Even if you haven't been paying careful attention to Bridgerton's little features, you have probably noticed how common bees are throughout the plot. At the beginning of the first episode and at the conclusion of the season finale, there is a bee on the door knocker. Between, ornamental bees may be seen on Benedict's collar and Eloise's hairpin. These buzzing creatures are a reference to the books since in the books, Edmund Bridgerton was killed by a bee sting, an incident that had a long-lasting effect on a number of individuals.

The Gunter's Tea Shop

There is more than just an English-language Central Perk to see and be seen in Bridgerton. In its day, Gunter's Tea Shop, an actual establishment in Regency London, was regarded as a very cool hangout.

Lady Whistledown Identity?

While casual viewers of the series were unaware of Lady Whistledown's real name, Penelope Featherington, book readers were aware of it prior to the start of the show. In order to avoid giving non-readers away, the series' creators and writers decided to sprinkle subtle hints about her identity throughout the season. They accomplished this by subtly putting Penelope into sequences that called for Lady Whistledown. In an interview with The Wrap, Van Dusen provided one instance of this: "When Daphne and Simon first meet, if you look closely, you'll see Penelope's eyes in the corner of the screen watching things go down."

Game of the Pall-Mall

The Bridgerton Pall-Mall Games are a fan favorite sequence from the books, and Quinn has already pushed for the activity to be included in Season 2. According to the author's statement to Oprah Magazine, "I did make Chris Van Dusen promise that if we get a second season, there has to be pall-mall." The season finale of Season 1 does make a reference to the game, with Anthony warning Hyacinth to stay away from his fortunate mallet—possibly as a homage to Quinn.

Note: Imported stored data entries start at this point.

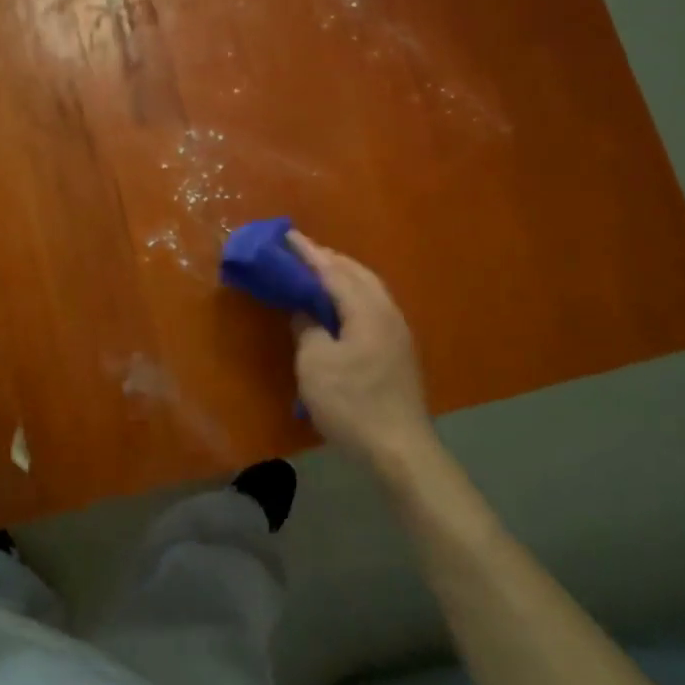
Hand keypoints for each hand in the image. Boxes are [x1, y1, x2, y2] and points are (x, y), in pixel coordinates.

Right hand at [288, 232, 433, 477]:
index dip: (307, 253)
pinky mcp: (398, 350)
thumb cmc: (352, 404)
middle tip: (297, 252)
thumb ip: (307, 327)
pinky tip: (338, 306)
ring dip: (341, 275)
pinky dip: (350, 295)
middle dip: (327, 259)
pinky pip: (371, 305)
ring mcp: (397, 331)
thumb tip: (304, 309)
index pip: (332, 270)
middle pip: (356, 273)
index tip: (286, 235)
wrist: (399, 449)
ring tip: (315, 273)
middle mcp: (386, 312)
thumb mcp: (315, 364)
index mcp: (366, 309)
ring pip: (368, 288)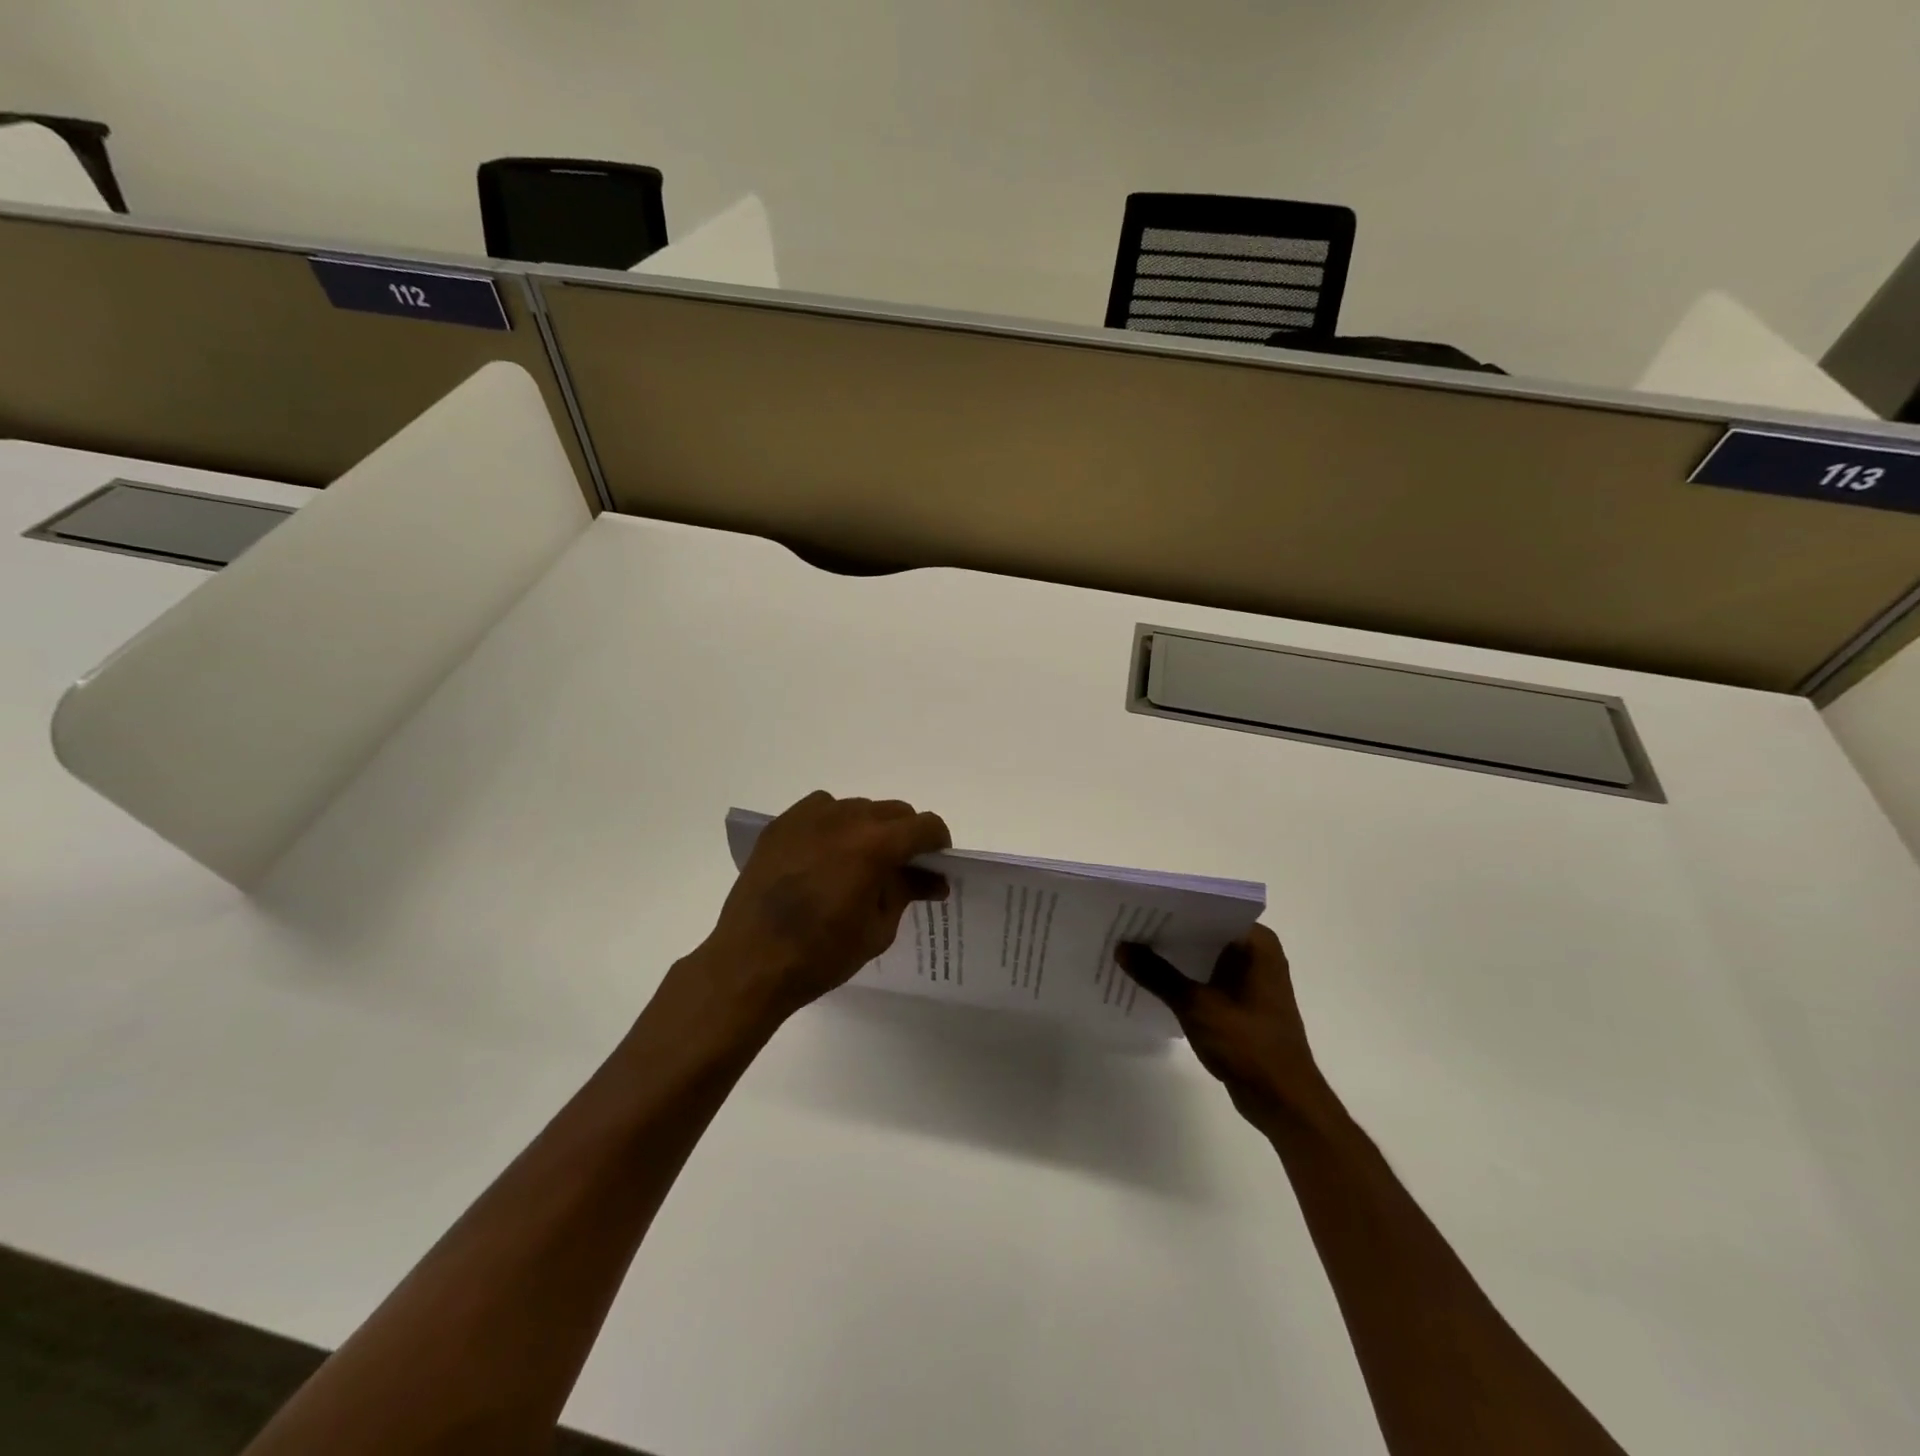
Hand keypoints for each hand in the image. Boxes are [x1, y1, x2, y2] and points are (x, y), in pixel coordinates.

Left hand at [689, 791, 950, 1030]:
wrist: (751, 962)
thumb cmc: (821, 954)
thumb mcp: (878, 929)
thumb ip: (907, 892)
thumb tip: (932, 879)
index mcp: (876, 845)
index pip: (925, 826)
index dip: (938, 844)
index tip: (935, 865)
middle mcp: (846, 818)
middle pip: (894, 812)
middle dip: (906, 836)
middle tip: (900, 870)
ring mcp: (809, 817)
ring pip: (858, 808)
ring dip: (870, 829)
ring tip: (858, 863)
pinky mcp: (782, 824)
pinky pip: (822, 809)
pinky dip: (834, 824)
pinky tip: (825, 854)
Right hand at [1117, 926, 1325, 1125]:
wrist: (1283, 1100)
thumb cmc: (1247, 1044)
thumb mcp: (1195, 1005)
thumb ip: (1157, 974)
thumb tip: (1121, 947)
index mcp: (1256, 942)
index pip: (1207, 910)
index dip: (1171, 908)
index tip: (1136, 906)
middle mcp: (1257, 953)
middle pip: (1203, 932)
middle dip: (1167, 932)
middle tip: (1125, 926)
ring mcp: (1251, 979)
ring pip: (1203, 956)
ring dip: (1173, 957)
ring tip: (1130, 949)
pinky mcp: (1243, 1002)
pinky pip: (1207, 978)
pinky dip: (1183, 978)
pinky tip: (1150, 980)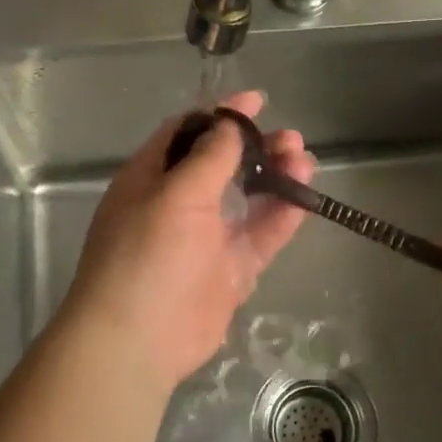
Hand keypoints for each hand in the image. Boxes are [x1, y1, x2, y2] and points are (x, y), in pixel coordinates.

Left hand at [61, 91, 312, 390]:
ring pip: (247, 198)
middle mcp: (179, 203)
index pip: (188, 133)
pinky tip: (305, 196)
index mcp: (152, 178)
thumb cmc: (146, 255)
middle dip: (256, 147)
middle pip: (223, 164)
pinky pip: (260, 235)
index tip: (257, 100)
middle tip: (290, 138)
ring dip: (275, 176)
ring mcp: (206, 238)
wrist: (136, 340)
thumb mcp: (175, 194)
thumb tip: (229, 125)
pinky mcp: (229, 271)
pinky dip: (282, 216)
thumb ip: (209, 157)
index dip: (221, 115)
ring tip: (304, 160)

In a clip from Season 1, Violet is shown embroidering flowers and tells Anthony that his future wife presumably shares her taste in embroidery. Many fans interpret this as an allusion to his presentation of a tulip to Kate Sheffield in Book 2, The Viscount Who Loved Me, a character we haven't yet met. It's unlikely that the tulip reference was an accident as this incident plays a crucial role in one of the series' most memorable romances.

Sir Phillip Crane

A new character makes an appearance in the Season 1 finale to propose to Marina Thompson, and the two leave together with the intention of getting married before the conclusion of the episode. However, book lovers shouldn't put too much stock in their marriages because Book 5 of the series, To Sir Phillip, With Love, is based on Sir Phillip's love affair with Eloise Bridgerton.